TASK OBJECTIVE>
Your task is to give the number of lines below that contain "every". Give no other text.

[GIVEN RECORDS]

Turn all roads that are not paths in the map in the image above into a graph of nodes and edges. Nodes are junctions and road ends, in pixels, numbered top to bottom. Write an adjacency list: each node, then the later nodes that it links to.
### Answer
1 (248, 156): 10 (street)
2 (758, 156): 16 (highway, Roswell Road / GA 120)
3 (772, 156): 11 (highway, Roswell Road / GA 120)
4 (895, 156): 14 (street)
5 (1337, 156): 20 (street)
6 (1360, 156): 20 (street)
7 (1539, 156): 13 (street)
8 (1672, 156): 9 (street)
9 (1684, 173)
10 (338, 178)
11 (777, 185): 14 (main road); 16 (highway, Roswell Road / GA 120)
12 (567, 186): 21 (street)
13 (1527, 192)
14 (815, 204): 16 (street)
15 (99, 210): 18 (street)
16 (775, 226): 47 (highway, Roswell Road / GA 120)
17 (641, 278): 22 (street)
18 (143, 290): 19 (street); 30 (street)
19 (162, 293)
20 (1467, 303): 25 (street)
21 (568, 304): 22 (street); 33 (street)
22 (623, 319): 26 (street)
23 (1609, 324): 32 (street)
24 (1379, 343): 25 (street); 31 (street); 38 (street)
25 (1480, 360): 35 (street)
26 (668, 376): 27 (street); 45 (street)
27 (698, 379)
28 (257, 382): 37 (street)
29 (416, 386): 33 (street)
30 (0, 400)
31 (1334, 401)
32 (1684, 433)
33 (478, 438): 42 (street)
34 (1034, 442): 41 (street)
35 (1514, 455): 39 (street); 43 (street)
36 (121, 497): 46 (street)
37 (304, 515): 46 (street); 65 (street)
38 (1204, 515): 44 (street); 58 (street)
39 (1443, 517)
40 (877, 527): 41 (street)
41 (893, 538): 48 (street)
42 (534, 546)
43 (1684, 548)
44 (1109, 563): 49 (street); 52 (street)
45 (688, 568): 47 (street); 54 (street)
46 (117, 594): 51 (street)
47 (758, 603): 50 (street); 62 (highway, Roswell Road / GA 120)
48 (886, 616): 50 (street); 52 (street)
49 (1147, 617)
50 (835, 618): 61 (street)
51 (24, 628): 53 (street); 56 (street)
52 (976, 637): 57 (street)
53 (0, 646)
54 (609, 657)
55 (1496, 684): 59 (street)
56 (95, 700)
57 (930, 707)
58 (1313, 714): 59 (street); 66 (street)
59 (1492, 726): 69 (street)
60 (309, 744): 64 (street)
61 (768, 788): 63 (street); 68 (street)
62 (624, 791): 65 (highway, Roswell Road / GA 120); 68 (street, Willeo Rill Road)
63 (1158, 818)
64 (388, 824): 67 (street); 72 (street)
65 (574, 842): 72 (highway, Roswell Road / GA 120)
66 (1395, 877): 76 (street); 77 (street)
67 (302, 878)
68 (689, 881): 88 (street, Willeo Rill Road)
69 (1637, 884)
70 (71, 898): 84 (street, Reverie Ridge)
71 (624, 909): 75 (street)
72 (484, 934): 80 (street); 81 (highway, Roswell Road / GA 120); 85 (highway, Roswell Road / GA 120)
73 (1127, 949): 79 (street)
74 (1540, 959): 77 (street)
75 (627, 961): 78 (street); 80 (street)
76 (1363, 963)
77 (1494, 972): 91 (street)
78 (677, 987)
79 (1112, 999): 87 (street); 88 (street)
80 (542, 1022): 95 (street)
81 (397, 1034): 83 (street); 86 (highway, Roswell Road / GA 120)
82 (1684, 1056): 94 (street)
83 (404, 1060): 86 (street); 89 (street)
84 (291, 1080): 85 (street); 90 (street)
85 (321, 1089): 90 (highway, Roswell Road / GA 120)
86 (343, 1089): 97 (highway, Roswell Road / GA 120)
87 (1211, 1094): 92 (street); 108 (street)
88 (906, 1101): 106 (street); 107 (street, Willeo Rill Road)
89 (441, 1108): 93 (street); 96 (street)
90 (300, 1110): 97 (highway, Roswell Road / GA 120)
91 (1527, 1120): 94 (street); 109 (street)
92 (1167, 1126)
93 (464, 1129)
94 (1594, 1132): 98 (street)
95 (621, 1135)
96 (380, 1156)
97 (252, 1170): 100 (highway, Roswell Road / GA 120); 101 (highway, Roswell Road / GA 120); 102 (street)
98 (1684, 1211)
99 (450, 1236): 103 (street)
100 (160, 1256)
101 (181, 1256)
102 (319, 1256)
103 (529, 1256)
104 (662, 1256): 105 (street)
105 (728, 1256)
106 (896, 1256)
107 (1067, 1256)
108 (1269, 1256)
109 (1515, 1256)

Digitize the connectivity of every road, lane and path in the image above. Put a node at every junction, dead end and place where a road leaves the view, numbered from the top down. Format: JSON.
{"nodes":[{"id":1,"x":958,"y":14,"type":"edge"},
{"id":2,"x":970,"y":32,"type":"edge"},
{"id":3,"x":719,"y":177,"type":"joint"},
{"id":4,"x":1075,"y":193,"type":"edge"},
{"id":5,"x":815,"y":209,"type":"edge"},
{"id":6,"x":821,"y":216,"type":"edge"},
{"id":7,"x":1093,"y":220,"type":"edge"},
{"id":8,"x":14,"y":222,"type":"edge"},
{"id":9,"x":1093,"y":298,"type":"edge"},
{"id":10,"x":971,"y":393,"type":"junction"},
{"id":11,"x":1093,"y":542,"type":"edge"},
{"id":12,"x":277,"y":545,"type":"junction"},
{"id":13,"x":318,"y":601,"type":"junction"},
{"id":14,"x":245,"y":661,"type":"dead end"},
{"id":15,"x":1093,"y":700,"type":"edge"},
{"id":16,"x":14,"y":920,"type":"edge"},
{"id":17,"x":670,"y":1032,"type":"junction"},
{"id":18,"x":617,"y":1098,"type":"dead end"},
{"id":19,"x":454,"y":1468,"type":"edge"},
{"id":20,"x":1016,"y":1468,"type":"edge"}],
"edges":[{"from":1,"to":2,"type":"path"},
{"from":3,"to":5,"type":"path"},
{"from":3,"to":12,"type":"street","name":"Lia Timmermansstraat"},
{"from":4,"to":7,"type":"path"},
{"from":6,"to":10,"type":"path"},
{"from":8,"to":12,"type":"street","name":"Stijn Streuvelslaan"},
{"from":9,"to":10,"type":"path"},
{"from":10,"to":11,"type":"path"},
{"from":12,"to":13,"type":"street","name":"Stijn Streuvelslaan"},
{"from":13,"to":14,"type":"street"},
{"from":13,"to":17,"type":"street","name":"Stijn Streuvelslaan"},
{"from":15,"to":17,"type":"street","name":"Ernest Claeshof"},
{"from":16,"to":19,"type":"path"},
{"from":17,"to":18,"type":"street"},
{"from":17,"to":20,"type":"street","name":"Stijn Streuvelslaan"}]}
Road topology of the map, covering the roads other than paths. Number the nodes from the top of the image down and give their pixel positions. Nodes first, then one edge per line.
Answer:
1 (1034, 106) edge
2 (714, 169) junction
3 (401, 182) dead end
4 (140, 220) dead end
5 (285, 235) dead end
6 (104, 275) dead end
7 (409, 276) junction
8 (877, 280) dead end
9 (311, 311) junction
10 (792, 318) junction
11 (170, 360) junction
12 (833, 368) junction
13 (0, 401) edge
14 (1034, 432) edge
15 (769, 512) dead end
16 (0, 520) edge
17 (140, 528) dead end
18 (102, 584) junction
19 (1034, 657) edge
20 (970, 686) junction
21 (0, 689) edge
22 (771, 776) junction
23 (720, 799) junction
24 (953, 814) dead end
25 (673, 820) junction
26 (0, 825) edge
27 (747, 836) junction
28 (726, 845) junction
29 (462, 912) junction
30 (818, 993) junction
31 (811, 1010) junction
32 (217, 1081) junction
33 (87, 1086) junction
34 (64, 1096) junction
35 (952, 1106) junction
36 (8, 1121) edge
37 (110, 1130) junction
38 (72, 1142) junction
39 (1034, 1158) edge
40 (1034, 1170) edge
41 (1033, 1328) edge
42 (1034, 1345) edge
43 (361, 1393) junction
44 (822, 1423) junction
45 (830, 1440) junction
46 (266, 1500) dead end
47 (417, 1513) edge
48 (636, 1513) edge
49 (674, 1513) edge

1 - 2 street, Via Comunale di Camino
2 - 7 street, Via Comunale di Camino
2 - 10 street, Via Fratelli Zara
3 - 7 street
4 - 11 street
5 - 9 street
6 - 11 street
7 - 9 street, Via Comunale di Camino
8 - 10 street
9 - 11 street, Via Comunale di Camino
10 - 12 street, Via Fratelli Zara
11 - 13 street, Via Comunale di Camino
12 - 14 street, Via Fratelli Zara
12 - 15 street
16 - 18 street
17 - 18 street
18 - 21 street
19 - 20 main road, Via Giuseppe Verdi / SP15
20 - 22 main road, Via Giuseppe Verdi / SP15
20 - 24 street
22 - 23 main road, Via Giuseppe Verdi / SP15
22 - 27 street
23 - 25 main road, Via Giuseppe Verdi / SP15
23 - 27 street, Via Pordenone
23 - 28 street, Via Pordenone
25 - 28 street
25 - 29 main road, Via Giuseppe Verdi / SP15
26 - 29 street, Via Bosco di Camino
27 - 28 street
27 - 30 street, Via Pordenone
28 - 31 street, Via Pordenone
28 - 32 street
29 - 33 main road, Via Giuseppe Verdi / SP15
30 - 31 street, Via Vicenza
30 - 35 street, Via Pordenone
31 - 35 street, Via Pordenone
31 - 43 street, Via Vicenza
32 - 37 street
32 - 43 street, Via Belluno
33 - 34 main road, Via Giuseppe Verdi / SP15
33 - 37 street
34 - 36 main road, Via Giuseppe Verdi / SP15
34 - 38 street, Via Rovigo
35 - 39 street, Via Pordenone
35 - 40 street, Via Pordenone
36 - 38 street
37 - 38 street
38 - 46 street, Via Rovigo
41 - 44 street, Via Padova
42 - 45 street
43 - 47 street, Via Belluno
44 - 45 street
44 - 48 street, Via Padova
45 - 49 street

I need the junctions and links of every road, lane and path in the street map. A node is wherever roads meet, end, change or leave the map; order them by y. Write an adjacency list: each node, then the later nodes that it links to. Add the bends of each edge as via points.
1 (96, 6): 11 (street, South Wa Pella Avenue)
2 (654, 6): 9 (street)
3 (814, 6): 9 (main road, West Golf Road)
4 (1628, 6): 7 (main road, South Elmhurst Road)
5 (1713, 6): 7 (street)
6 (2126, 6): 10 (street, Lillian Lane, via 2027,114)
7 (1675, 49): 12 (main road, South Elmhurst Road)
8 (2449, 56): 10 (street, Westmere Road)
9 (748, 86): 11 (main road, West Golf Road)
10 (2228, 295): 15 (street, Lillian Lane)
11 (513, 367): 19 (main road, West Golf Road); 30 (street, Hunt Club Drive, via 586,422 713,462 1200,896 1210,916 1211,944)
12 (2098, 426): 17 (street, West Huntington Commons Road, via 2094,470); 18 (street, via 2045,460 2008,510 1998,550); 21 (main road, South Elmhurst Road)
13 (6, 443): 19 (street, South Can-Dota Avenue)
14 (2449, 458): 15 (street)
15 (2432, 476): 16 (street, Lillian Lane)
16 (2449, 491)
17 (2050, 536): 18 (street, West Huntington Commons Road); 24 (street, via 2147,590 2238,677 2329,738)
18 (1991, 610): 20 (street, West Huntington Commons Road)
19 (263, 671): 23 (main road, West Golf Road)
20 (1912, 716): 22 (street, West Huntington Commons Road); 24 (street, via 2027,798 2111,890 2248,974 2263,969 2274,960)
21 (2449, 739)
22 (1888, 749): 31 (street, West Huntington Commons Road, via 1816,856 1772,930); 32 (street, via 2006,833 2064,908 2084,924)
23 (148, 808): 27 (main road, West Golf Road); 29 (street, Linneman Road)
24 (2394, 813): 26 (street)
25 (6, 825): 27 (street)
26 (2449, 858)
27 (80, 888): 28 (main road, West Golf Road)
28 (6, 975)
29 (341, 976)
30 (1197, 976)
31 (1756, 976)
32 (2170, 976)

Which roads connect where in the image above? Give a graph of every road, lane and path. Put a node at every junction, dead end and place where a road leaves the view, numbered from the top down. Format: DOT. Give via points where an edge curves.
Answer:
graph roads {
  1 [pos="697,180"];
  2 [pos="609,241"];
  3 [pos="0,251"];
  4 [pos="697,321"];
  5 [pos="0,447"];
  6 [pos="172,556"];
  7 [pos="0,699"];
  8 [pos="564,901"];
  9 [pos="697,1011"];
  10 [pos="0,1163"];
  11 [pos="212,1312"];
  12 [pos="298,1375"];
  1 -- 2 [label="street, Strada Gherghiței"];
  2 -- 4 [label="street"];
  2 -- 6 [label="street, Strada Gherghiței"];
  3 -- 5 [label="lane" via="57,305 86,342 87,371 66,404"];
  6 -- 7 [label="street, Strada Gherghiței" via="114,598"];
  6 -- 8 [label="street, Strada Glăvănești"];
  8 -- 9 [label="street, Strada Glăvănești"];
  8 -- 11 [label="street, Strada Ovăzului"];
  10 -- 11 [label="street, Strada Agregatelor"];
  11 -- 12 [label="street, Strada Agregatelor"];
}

[/GIVEN RECORDS]

RESULT OF THIS EXERCISE>
3